I teach writing at a community college, and I write women-loving-women romances for a large, mainstream publisher. When I’m not writing or teaching, I love to garden, hike, draw, play with my pug, and spend time with my wife, parents, and friends. I identify as lesbian and use she/her pronouns.
About how old were you when you came out? How was the climate you grew up in?
I came out at sixteen in a climate of intense anti-gay sentiment. I was living in Oregon at the time. An organization called the Oregon Citizens Alliance had put a measure on the November ballot that demanded homosexuality be classed along with pedophilia and necrophilia. The state was split over the issue. The anti-gay faction vandalized LBGTQ nonprofits and gay-friendly churches, stole lists of volunteers, fire-bombed and killed three queer people in Salem, shot at LBGTQ people’s houses, and beat up countless queer people. You can learn more in a documentary called Ballot Measure 9.
Did you make career choices that allowed you to feel comfortable being open about your sexuality? (Are you out or feel comfortable being out at your workplace?)

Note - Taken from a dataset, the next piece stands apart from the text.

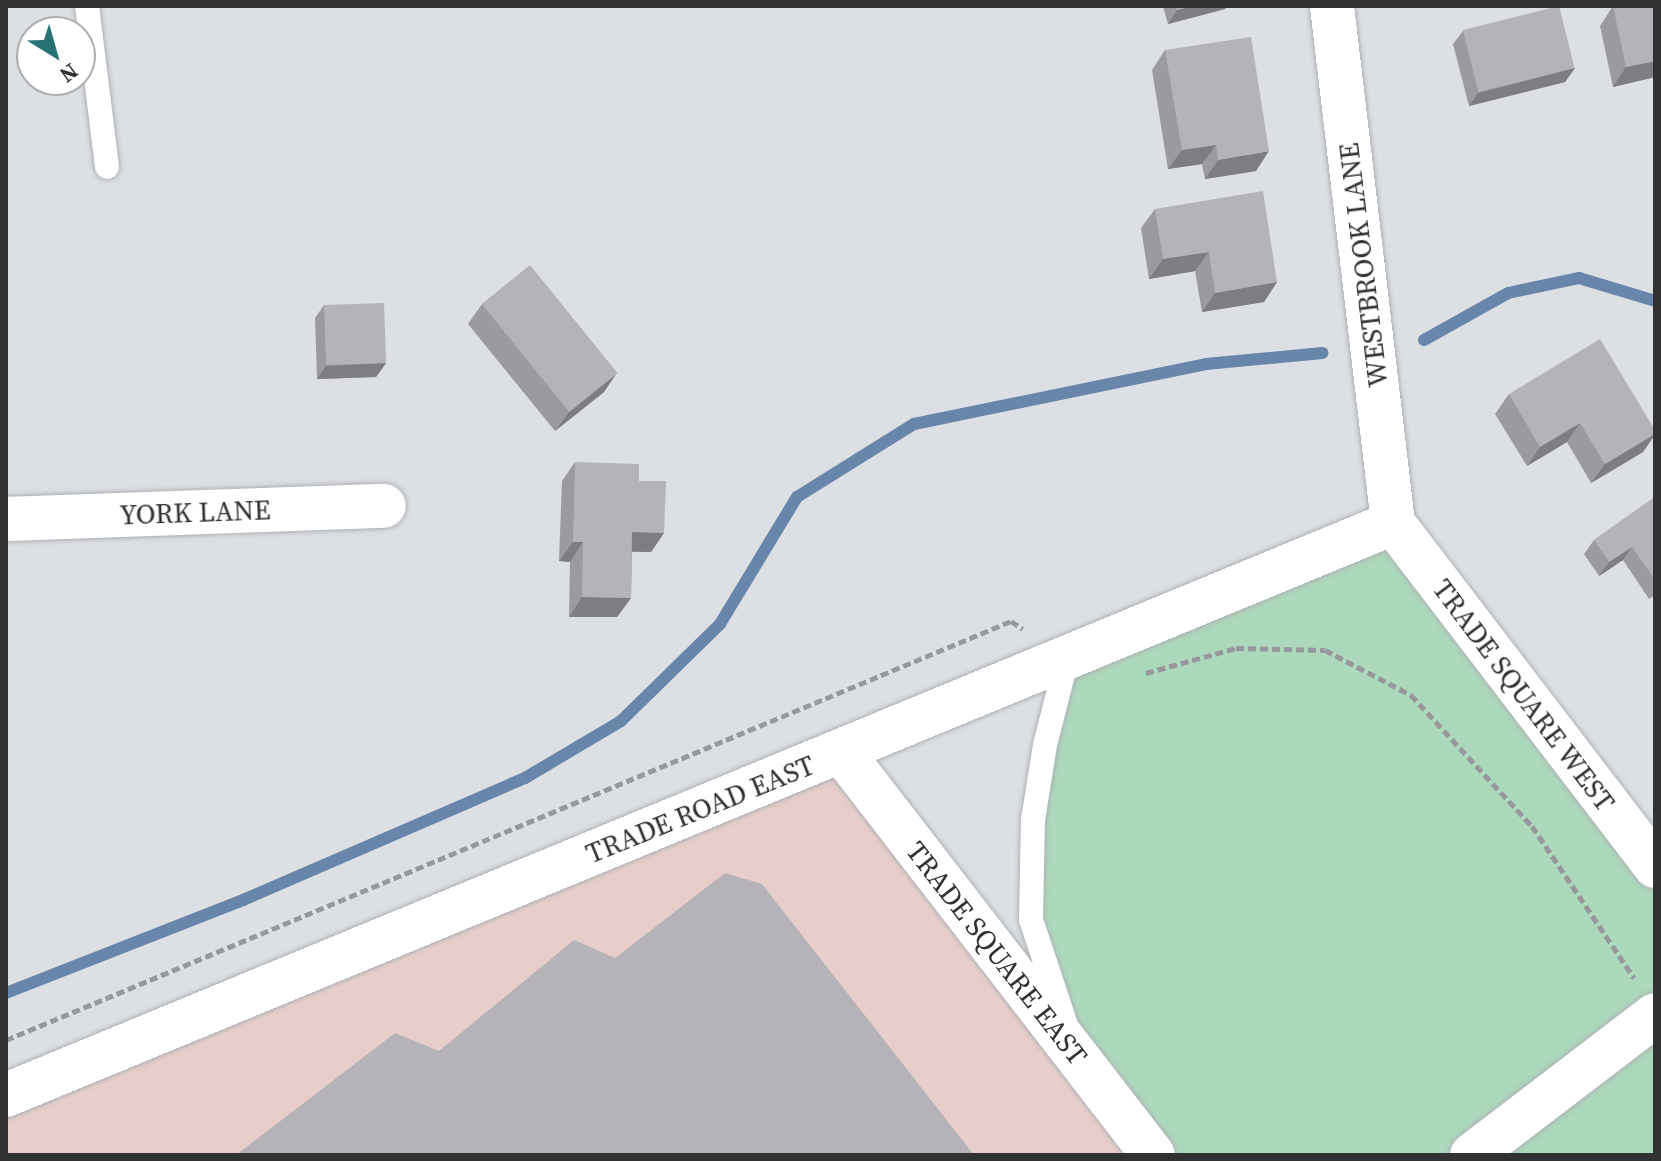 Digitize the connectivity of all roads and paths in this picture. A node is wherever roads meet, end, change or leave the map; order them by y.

I went to college out of state, in part, because I was afraid of anti-gay sentiment in Oregon. Happily, my job in academia allows me to be completely out and completely accepted. I also feel very supported by my publisher. When I started writing women-loving-women romances, there weren’t a lot of women-loving-women romances published by mainstream publishers. For this reason, I had a few books that didn’t sell well. Another publisher might have dropped me, saying I wasn’t profitable enough, but my publisher kept publishing me and my fourth romance made Amazon’s Best List of 2021 in the romance category.
If you could tell your younger self something about yourself that you are proud of today, what would it be?
I would tell her that I learned to be someone who stood up for herself and spoke her mind. When I was a teenager, a lot of my friends thought of me as a flighty (but lovable) push-over. I would tell myself that even back then I was a lot stronger than I got credit for.
Have you tried to surround yourself with like-minded peers/colleagues? If so, how?
Given my job at a college, it would be hard not to surround myself with like-minded colleagues. But one thing I’ve done to cultivate that group of like-minded colleagues is to be unapologetically out.
Who were your role models growing up? What tv shows/movies allowed you to feel seen?
There wasn’t a lot of LBGTQ representation in the media when I was growing up, but I remember seeing the movie Claire of the Moon (one of the first really queer-positive films out at that time). I carried the scenes from that movie around in my heart for months. I even started drinking the same kind of tea as one of the characters just so I could feel close to the movie. I also read any books I could find written by queer women. (I skipped the ones where the lesbian dies at the end. Ugh!) The classic Patience and Sarah was one of the first I read which was fitting because it was one of the first lesbian romance books to be passed around the women-loving-women community.
Complete the sentence, if I knew that I would find true love back when I was first figuring myself out, I would tell my younger self to just enjoy being a teenager and not spend so much time worrying about ending up alone.